▶ **About this task**:
The response must consist of each line in the listing that has the word "Mustard" in it.

▶ **Provided records**:

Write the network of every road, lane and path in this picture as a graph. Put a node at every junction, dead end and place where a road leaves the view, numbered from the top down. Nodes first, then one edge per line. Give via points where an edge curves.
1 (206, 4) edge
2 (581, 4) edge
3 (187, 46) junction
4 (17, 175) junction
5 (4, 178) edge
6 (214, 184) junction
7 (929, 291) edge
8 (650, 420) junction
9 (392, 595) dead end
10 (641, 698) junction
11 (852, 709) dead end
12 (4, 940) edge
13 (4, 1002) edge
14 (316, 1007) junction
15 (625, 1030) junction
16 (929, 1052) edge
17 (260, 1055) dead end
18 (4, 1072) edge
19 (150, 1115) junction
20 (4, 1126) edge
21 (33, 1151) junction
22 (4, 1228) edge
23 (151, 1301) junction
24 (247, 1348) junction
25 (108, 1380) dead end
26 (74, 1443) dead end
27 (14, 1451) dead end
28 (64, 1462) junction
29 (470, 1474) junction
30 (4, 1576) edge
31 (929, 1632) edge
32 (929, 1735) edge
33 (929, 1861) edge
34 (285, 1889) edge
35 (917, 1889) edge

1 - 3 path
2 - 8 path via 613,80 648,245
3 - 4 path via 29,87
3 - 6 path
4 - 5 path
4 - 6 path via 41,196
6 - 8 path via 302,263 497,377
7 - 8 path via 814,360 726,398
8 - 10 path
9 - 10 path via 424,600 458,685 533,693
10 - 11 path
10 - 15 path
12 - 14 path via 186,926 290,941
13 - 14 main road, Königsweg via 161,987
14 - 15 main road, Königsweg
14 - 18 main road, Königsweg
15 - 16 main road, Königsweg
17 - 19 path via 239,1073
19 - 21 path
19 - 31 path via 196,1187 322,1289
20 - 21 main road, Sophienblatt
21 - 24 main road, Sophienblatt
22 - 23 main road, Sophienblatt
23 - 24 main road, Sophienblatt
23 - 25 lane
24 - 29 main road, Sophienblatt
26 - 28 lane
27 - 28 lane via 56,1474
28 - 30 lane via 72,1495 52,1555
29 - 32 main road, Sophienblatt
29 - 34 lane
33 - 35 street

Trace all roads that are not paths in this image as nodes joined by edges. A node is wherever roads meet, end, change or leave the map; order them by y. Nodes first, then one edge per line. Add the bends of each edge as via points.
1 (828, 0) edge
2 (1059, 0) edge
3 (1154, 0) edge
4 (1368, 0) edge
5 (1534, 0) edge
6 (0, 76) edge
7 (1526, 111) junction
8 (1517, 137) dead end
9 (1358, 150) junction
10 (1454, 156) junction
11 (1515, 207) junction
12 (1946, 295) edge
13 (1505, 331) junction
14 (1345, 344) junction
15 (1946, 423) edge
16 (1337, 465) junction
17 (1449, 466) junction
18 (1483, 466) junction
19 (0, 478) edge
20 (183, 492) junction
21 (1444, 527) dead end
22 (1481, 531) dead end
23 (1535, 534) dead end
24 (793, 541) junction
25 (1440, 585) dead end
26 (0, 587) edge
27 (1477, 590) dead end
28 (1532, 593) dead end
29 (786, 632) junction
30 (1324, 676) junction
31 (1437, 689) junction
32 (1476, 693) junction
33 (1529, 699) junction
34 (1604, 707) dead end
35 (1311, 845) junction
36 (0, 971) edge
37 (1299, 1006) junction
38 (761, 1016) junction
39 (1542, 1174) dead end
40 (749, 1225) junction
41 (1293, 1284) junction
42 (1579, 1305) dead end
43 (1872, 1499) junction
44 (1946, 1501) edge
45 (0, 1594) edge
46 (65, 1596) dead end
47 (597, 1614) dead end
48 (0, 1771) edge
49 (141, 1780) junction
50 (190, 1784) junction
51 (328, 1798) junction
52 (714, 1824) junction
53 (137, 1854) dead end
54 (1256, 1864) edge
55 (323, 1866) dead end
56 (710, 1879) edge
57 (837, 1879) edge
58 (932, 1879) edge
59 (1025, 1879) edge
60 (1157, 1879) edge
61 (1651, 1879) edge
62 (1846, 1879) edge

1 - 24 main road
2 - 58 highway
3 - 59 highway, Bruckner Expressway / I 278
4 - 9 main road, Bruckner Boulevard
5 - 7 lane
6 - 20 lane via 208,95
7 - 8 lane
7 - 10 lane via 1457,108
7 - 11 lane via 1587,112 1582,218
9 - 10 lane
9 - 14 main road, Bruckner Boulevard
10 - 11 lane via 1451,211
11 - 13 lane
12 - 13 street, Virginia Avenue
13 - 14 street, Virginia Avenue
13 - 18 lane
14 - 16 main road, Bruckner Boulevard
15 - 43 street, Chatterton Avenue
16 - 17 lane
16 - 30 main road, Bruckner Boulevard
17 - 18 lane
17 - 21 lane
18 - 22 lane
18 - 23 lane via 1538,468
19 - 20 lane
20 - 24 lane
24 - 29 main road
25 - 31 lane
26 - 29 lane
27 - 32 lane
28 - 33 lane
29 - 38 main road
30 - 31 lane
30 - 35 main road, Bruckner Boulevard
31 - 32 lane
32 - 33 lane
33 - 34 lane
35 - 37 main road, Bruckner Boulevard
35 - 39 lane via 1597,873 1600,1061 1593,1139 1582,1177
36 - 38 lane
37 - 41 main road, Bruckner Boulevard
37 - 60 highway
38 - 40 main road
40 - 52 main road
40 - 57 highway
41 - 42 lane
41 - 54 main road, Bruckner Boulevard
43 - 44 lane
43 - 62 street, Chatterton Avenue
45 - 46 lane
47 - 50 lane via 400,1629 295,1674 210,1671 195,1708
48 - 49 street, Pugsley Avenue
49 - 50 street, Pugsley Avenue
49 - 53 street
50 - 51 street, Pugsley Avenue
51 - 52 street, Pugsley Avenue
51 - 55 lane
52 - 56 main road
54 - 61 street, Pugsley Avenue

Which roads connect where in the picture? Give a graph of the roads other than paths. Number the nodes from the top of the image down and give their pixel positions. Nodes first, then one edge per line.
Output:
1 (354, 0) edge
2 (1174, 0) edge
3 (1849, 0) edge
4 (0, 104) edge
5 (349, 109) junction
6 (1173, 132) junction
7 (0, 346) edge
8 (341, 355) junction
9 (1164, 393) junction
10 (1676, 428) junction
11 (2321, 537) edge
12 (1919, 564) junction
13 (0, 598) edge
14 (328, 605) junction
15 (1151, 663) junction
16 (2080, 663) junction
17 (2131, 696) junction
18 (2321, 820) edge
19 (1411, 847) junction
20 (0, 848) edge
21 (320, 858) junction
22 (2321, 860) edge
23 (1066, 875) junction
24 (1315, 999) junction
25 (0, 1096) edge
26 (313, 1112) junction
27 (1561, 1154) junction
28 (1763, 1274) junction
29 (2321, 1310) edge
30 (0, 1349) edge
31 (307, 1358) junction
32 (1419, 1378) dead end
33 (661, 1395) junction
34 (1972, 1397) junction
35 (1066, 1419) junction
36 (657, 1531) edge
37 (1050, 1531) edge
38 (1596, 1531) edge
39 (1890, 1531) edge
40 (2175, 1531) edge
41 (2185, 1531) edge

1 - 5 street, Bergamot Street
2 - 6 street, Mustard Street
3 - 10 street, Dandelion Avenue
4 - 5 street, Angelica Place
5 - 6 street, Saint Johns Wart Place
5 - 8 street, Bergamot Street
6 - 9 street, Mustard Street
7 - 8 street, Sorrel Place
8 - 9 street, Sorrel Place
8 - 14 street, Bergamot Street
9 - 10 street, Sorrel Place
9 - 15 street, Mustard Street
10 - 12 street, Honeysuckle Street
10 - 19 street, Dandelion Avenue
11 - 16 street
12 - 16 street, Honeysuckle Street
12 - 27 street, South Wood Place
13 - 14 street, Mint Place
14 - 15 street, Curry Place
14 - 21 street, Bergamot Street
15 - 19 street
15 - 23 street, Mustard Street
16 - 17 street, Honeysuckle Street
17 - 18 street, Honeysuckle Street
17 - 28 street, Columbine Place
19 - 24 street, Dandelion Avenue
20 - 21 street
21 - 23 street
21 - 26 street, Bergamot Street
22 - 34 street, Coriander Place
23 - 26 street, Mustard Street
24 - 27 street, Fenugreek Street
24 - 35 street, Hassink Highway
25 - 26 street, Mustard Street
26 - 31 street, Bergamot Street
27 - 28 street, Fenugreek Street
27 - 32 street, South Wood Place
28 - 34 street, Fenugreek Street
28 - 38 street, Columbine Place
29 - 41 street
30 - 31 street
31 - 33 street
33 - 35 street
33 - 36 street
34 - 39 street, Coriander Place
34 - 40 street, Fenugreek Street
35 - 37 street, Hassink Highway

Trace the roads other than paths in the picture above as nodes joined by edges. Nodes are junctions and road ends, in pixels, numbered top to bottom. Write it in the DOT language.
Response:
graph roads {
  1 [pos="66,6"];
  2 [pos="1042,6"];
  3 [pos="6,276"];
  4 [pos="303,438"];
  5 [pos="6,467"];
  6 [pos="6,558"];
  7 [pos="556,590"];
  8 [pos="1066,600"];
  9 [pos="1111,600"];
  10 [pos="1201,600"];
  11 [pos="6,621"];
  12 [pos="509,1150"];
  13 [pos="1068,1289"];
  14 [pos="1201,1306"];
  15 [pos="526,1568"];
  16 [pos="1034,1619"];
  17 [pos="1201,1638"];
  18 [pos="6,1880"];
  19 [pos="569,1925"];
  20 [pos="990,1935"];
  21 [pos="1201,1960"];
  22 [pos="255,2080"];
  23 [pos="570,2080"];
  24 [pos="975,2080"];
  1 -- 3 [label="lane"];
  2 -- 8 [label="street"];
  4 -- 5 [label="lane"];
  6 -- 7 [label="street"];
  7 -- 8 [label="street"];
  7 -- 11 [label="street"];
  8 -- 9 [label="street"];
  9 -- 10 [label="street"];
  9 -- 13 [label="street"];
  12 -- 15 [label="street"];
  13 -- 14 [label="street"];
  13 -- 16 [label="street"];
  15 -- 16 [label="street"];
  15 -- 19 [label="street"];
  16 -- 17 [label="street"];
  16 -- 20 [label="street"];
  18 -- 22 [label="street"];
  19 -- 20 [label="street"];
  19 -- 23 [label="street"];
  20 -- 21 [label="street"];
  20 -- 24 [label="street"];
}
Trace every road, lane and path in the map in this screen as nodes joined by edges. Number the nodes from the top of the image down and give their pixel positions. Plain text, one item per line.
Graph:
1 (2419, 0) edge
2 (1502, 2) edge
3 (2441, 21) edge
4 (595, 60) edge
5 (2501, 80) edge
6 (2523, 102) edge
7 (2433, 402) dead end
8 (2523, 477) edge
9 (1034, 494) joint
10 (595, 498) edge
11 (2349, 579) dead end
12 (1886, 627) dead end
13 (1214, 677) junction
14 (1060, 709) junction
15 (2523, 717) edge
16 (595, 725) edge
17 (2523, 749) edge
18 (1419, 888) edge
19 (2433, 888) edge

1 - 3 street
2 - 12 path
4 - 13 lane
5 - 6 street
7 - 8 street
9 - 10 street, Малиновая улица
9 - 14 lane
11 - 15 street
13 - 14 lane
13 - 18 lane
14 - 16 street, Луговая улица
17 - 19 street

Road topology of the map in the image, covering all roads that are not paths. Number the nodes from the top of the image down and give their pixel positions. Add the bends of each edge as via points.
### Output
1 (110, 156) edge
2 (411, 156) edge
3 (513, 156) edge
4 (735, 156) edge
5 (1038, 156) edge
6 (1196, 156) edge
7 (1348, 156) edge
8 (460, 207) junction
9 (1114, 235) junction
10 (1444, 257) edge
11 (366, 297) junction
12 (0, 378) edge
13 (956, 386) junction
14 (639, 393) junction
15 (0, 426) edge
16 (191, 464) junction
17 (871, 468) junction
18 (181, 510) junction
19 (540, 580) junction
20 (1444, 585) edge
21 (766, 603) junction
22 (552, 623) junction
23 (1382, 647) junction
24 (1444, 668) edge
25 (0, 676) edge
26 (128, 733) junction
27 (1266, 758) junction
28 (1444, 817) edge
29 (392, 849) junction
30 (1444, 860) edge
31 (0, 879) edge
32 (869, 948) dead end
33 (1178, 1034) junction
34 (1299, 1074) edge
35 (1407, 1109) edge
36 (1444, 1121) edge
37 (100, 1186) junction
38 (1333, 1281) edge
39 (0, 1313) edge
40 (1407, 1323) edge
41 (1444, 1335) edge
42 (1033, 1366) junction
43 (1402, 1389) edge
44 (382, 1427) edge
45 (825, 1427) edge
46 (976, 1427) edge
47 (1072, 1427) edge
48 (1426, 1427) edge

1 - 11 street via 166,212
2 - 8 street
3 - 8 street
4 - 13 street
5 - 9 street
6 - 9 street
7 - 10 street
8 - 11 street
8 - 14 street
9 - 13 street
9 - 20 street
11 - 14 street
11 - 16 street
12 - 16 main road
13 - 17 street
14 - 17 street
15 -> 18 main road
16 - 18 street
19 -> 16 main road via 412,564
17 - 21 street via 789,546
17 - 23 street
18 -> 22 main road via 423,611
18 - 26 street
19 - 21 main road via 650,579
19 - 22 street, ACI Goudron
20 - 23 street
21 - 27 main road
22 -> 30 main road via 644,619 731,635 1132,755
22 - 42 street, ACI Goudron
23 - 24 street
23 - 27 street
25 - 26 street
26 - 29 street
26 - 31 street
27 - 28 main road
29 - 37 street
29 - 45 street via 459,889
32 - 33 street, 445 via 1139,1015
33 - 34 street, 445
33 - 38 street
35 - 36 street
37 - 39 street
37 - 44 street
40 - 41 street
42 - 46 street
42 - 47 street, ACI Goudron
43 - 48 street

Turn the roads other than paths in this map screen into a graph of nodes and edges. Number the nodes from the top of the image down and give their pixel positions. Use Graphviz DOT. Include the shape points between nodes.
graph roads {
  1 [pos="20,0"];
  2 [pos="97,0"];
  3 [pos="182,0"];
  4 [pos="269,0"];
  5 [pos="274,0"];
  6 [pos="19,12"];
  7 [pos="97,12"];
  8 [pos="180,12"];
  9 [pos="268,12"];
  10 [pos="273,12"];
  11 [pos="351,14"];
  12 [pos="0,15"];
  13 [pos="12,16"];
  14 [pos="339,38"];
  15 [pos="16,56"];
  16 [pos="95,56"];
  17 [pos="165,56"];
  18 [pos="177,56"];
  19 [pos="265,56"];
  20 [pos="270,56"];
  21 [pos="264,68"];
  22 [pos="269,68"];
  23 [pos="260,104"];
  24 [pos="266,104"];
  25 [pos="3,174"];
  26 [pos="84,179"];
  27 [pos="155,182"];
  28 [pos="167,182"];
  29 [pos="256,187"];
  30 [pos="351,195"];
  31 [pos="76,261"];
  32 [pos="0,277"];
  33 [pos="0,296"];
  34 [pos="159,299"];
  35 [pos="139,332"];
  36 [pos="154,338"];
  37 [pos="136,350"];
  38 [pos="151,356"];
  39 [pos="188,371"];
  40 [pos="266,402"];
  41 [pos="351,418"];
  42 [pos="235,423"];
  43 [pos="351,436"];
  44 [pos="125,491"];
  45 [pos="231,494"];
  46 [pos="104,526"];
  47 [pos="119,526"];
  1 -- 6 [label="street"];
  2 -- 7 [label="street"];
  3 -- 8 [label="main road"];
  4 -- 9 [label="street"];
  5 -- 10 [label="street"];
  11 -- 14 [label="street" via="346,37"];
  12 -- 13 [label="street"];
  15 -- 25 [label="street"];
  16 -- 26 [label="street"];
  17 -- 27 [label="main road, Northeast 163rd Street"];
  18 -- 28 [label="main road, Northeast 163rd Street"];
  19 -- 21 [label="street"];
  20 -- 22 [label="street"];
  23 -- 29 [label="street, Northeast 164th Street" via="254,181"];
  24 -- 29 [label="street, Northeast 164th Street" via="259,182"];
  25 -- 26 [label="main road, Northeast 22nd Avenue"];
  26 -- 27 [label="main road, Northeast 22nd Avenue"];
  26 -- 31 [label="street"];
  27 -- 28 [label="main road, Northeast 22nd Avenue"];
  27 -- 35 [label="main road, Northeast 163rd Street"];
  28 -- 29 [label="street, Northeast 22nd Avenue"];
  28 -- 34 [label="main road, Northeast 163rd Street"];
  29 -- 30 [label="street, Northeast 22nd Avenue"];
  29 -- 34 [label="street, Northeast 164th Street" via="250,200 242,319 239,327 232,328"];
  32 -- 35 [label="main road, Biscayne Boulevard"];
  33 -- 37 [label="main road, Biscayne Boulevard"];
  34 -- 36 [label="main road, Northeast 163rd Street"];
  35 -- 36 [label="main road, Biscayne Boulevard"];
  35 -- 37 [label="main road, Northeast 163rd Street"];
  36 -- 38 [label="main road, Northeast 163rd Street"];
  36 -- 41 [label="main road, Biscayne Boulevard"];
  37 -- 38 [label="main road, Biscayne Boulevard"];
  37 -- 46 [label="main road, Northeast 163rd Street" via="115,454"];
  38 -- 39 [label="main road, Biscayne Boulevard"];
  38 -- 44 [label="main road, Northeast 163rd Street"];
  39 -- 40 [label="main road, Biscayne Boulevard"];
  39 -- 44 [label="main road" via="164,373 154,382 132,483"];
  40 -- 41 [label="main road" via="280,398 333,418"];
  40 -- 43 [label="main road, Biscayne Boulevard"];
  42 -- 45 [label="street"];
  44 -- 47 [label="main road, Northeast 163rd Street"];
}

▶ **Finished task**:
2 - 6 street, Mustard Street
6 - 9 street, Mustard Street
9 - 15 street, Mustard Street
15 - 23 street, Mustard Street
23 - 26 street, Mustard Street
25 - 26 street, Mustard Street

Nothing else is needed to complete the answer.